But with reports that artists are turning their backs on it in the face of escalating costs, does it have a future? If it does, will there be performers, or will it all be holograms, like Abba and Tupac? (The first of those questions is worth considering; the second was a waste of my time and yours. The answer is obviously yes.)

But first, because I am pathologically incapable of engaging with any subject without centring myself in it, a little of my own history with the festival. I have performed at almost every conceivable level: from student comedy and free fringe shows to theatre, standup comedy and presenting for the BBC. This year, I will do a week of shows, performing Your Power, Your Control, which I began work on at 2021’s greatly reduced and socially distanced festival.

We Are Klang, AKA Marek Larwood, Greg Davies and Steve Hall, in 2006
Early inspiration … We Are Klang, AKA Marek Larwood, Greg Davies and Steve Hall, in 2006. Photograph: Murdo MacLeod/The Guardian

I first attended the fringe in 2006 as a member of the Durham Revue, a student comedy group that is like the Cambridge Footlights, minus the prestige and the everything. We spent all day handing out flyers with our faces on them to uninterested passersby, before performing an hour of sketch comedy. Our evenings were then spent drinking badly watered-down lager from the venue bar and trying to see as many shows as humanly possible.

The truth is, I was in heaven. I was a lovely brown sponge, soaking up everything I could. I saw Greg Davies screaming in a portable building as part of the sketch group We Are Klang, an experience I would have subsequently at even closer quarters as a contestant on Taskmaster, a show the bearded weirdo Alex Horne developed initially for the fringe. I also saw a seminal performance by the even more bearded and even weirder Daniel Kitson, a comedian, playwright and professional recluse.

The fringe never stopped being an education for me. When I was starting to write hourlong shows of my own, I went to see Bridget Christie and realised everything I was doing was shit and needed to be overhauled. I have watched shows by contemporaries, such as my ex-flatmate turned sitcom superstar Rose Matafeo, the sketch masters Lazy Susan and the genius/serial award-loser James Acaster, that reminded me why I fell in love with comedy.

When I hosted Edinburgh Nights for the BBC in 2018 and 2019, I was even forced to watch things that weren’t comedy. I saw Rachael Young marry live music, dance and Afrofuturism in Nightclubbing, a show that paid homage to Grace Jones. I saw Pussy Riot and was fortunate enough to interview them, where I was informed that they hadn’t been smuggled out of Russia to perform at the festival, as reported in the press, but had travelled “by unicorn”.

Related: Nish Kumar: ‘Do they just hate my jokes?’

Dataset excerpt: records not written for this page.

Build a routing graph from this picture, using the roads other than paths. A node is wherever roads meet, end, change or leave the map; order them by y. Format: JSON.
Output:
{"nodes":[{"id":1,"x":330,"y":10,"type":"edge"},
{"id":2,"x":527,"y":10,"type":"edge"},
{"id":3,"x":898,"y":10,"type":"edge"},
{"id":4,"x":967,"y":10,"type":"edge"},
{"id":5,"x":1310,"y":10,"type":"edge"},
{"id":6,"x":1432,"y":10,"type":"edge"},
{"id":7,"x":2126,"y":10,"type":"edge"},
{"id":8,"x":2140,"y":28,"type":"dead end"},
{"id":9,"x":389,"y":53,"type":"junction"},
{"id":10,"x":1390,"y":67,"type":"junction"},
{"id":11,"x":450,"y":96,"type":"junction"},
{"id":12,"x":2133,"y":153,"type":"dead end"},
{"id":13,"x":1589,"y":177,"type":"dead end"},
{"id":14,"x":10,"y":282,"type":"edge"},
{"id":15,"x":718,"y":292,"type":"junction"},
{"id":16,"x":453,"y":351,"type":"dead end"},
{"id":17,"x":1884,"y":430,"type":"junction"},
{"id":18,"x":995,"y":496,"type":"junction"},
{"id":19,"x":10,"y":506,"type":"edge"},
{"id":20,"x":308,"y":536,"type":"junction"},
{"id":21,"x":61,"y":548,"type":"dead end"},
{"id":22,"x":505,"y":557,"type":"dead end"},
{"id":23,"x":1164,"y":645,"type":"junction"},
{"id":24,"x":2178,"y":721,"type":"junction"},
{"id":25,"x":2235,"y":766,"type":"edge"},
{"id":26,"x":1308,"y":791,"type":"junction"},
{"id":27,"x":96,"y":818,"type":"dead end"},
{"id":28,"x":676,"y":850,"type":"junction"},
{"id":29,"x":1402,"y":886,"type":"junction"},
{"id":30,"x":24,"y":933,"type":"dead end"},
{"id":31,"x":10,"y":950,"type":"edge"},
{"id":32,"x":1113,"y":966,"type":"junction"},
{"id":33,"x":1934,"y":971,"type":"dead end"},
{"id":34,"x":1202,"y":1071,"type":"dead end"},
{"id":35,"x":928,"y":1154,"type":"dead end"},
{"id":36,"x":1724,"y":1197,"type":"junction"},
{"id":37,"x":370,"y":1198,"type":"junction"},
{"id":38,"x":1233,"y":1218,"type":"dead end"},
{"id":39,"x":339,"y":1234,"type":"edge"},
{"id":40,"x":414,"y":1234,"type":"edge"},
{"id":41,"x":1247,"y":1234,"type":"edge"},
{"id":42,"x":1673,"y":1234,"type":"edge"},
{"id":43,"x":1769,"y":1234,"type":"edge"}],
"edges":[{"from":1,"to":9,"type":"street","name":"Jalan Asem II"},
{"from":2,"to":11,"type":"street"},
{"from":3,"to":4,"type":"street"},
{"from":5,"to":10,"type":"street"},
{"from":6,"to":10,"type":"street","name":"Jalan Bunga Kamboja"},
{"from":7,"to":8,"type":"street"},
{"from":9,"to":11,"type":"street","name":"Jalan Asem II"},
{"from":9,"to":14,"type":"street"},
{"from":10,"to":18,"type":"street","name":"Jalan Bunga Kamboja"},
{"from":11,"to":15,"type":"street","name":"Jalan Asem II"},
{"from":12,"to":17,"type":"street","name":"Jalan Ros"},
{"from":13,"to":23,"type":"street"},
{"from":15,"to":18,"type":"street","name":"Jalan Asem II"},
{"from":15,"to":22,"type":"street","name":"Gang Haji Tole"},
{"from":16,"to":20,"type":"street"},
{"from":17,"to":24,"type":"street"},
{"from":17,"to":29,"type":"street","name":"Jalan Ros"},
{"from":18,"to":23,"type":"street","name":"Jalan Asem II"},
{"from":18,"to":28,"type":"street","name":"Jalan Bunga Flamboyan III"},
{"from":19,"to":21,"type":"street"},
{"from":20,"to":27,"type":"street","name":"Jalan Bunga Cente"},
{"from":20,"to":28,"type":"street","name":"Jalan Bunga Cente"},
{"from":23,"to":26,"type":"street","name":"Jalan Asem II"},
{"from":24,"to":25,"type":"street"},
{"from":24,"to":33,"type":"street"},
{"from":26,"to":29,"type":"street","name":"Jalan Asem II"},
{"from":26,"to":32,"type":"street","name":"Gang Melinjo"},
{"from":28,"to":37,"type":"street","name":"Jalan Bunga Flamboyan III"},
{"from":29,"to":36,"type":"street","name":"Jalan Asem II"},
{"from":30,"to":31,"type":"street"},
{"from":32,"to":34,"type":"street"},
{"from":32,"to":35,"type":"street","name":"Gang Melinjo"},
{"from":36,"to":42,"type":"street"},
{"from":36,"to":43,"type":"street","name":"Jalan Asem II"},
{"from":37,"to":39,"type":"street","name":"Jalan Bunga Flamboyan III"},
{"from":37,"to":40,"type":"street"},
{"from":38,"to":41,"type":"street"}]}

When I wasn’t watching shows, I was performing; learning how to be a comedian, step by excruciating step. In 2010 and 2011, I performed in a sketch double act with Tom Neenan. We were called the Gentlemen of Leisure and the show was a parody of The Culture Show on BBC Two and was exactly as financially profitable as it sounds. But we learned a huge amount about joke-writing and the partnership ended up with Tom becoming my partner in crimes against comedy on various radio shows and The Mash Report.

Meanwhile, I was doing standup on the Free Fringe, where the audience members aren’t charged, but can offer a donation to the performers on leaving the venue. The aim is for the donation to be in cash, but we were often compensated in old playing cards, flyers for our own show and bits of string. Still, these were formative experiences, performing on 25 consecutive days, accelerating my development more than months of infrequent gigging on the open mic circuit in London possibly could.

This is not to say that the festival has been without its lows. And my Gods (I am Hindu), those lows were low.

In 2007, I was chased off stage by a heavy metal band – the venue had been double booked and the band and its fans were not in the mood for my brand of whimsy. That year, my student sketch group did a gig that went so badly that we exited through a fire escape so as not to have to speak to any of the other performers.

In 2011, Tom and I arrived at our venue to find a bucket where the second row of seating should have been, as the cave we were performing in had sprung a leak. In 2013, a group of audience members waited outside to beat me up.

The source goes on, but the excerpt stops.